MOSCA — A poco meno di cent'anni, un nuovo mistero piovuto dal cielo avvolge la Tundra siberiana. Nel settembre del 2002,  gli abitanti di Irkutsk, un villaggio nel cuore della Russia, furono testimoni di un fenomeno ancora oggi inspiegabile: un oggetto luminoso caduto nel cuore della foresta provocò all'impatto con la terra una lunga sequenza di bagliori. Qualcosa di simile a un terremoto, che evocò lo spettro di quanto avvenuto nel 1908 nella regione di Tunguska, sempre in Siberia. Anche in quell'occasione, l'oggetto giunto da chissà dove, oltre a distruggere duemila chilometri di foresta, terrorizzò la popolazione. 

Un meteorite? L'ipotesi è sempre rimasta tale perché, incredibilmente, non è mai stato rintracciato un solo frammento di roccia di provenienza spaziale. Lo stesso copione sembra ripetersi a Irkutsk.
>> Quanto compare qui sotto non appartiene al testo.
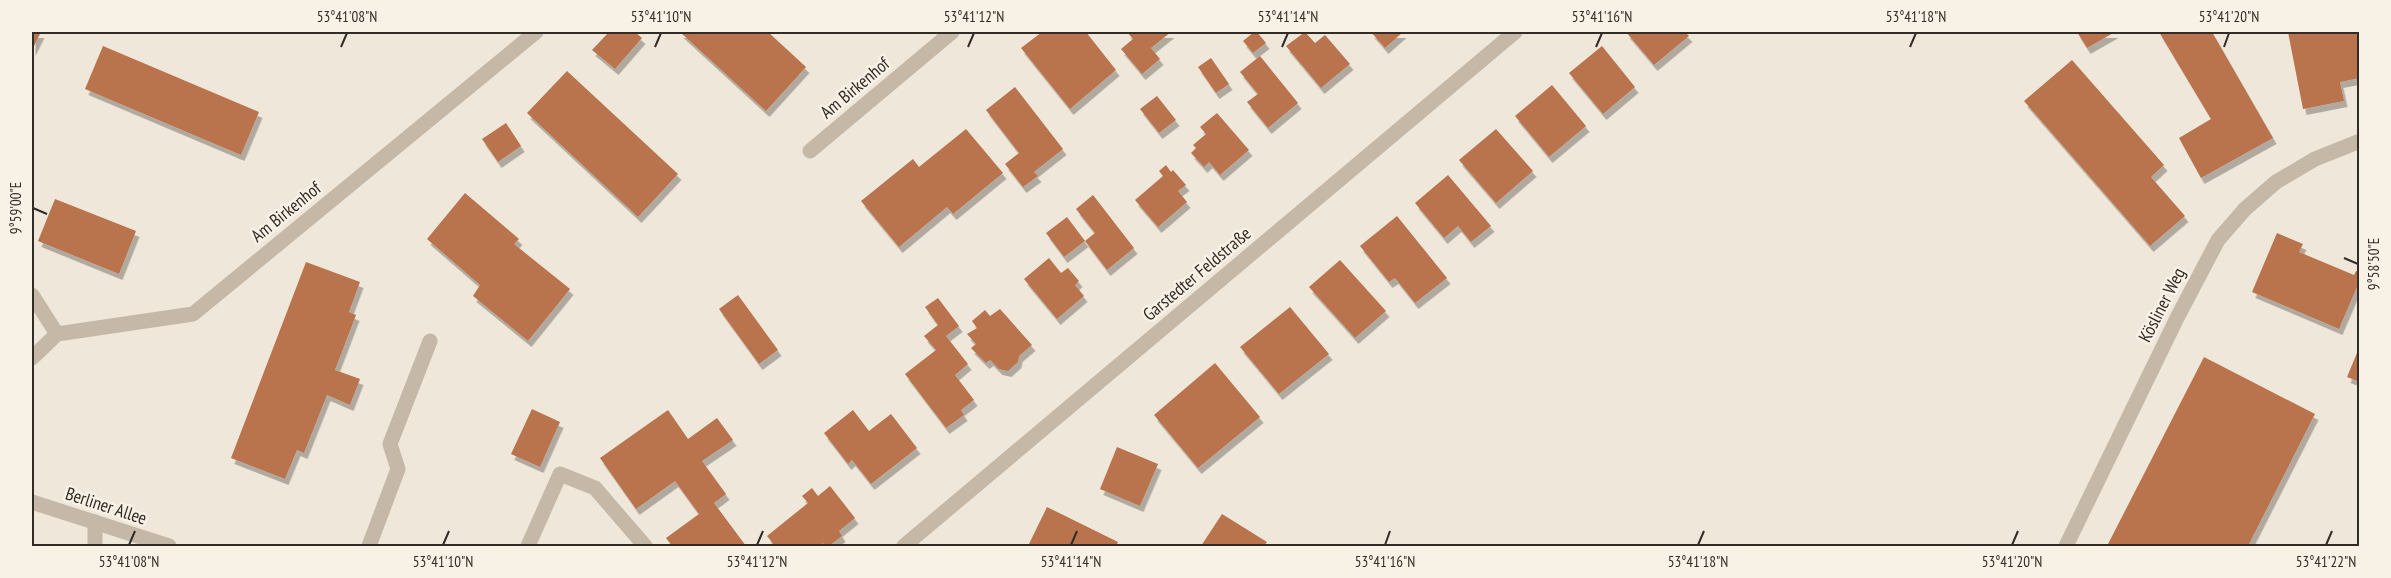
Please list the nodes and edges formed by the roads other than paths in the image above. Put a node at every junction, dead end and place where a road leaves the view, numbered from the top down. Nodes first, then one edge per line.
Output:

Con l'aggravante che una spedizione di scienziati, partita per raggiungere il luogo dove si sarebbe verificato l'impatto, è sparita nel nulla. A riferirlo è l'organizzazione Cosmopoisk per la ricerca sui 'fenomeni anomali', di cui i membri della spedizione fanno parte. 

La spedizione, composta di tre scienziati, era partita nei giorni scorsi da Khabarovsk, nell'Estremo Oriente russo, dopo che altri gruppi avevano fallito la missione. Un'altra spedizione, sempre organizzata da Cosmopoisk, è già partita e tenterà di prendere contatto con il gruppo scomparso. Secondo il capo di Cosmopoisk, l'ingegnere spaziale Vadim Chernobrov, il 'meteorite' caduto nel settembre scorso in Siberia sarebbe in realtà «una grande nave spaziale aliena» apparentemente precipitata per un'avaria. Lo stesso Cherniabrov si è unito alla spedizione principale, partita da Mosca la scorsa settimana con sette persone, per verificare la sua tesi, basata sui dati forniti da un satellite militare americano. Il satellite aveva dato longitudine e latitudine del luogo di impatto del 'meteorite' la notte fra il 24 e il 25 settembre del 2002. Ma una spedizione attrezzatissima inviata lo scorso novembre aveva dovuto constatare che l'epicentro era molto più lontano e rinunciare al progetto a causa delle condizioni atmosferiche.

«Secondo Chernobrov — spiega il vicedirettore di Cosmopoisk, Vadim Aleksandrov — questo errore può essere stato determinato dal fatto che l'oggetto precipitato fosse in grado di mutare la propria traiettoria e velocità: per questo ritiene che l'ipotesi più probabile sia quella di una nave spaziale, precipitata forse per un'avaria». Secondo Chebriakov, anche nel caso del gigantesco meterorite di Tunguska che alterò il campo magnetico terrestre, si sarebbe trattato di una nave spaziale proveniente da un altro pianeta.